We're still more or less in the same boat as the last two seasons. Hazy, harsh, overexposed white levels throw just about every other color in the spectrum out of whack. Textures are slippery, just as they are with almost every other 1970s TV show on DVD. The sound is only just acceptable, but considering how many musical numbers there are in any given episode, that's not enough. The laugh and applause tracks threaten to drown out dialogue (no matter how bad) at any given moment. But it all comes with the territory.

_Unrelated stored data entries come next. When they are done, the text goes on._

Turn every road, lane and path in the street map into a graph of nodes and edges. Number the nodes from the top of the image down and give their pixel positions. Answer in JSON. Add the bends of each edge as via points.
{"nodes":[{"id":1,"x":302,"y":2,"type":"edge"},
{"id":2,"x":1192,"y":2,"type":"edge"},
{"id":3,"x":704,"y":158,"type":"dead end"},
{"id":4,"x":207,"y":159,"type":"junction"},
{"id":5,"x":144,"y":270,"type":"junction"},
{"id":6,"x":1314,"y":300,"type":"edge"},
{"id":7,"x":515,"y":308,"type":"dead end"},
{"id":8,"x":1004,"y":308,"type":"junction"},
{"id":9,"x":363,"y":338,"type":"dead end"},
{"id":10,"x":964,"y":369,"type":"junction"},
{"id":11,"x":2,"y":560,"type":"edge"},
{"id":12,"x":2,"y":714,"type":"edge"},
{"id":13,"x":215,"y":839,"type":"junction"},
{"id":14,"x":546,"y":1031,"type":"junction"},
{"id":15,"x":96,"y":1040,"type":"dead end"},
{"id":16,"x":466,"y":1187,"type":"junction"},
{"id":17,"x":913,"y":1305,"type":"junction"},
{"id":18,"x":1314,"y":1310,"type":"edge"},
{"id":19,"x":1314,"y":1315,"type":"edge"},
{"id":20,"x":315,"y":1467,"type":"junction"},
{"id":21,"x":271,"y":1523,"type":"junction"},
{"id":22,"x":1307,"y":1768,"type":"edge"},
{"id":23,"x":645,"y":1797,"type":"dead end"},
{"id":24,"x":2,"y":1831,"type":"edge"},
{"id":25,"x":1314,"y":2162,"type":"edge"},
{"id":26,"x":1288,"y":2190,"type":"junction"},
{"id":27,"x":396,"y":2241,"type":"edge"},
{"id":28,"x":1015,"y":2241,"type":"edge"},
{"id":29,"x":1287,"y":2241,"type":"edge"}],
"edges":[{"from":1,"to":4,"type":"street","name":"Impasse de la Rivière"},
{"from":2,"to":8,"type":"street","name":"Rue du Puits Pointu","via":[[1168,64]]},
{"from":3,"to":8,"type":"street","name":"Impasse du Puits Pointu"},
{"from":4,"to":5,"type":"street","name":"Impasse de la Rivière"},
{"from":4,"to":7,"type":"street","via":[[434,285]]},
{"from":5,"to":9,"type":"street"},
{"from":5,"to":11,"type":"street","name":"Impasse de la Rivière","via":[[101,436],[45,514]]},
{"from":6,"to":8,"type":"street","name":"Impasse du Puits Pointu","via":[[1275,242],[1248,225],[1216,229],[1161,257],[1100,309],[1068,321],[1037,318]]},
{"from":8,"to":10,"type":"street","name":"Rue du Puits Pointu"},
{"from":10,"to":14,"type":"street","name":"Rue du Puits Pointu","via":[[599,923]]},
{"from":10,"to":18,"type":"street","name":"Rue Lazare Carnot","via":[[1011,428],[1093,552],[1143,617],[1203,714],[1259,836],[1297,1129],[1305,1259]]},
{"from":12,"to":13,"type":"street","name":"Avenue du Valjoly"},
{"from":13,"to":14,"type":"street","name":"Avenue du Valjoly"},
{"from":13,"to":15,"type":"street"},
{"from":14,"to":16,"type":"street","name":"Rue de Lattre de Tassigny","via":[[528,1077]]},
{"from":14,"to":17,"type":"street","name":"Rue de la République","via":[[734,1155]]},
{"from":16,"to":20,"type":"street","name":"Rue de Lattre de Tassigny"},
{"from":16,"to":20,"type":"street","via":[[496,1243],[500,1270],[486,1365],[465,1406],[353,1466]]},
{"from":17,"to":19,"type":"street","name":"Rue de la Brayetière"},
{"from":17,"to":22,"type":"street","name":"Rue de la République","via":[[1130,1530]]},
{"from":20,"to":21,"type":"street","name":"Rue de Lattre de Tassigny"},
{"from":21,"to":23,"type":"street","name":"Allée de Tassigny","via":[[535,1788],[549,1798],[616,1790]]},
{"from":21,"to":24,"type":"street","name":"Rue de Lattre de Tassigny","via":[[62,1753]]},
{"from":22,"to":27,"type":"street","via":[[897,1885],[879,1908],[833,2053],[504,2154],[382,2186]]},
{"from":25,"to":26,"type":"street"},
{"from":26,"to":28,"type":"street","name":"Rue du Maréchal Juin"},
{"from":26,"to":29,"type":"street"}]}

I'm not sure whether there's a lot or a little in the way of archival materials from the early years of Muppet effluvia, but Buena Vista does a nice job divvying them up between what will eventually be five sets. This time, it's a nice hour-long tutorial (of sorts) on the art of puppetry from 1968, which shows you a young Jim Henson, Frank Oz and others revealing the secrets of their craft. Like Bob Ross and Fred Rogers, it'll lull you into a pleasant stupor. It also opens up the possibility that Henson tagged his characters "Muppets" because of his seeming inability to pronounce the word "puppet." On the same note is "A Company of Players," a new featurette which gives the puppeteers the spotlight. Plus a collection of Purina commercials that look about as old as TV itself.
It's amazing how much male pigs are attracted to Sly Stallone.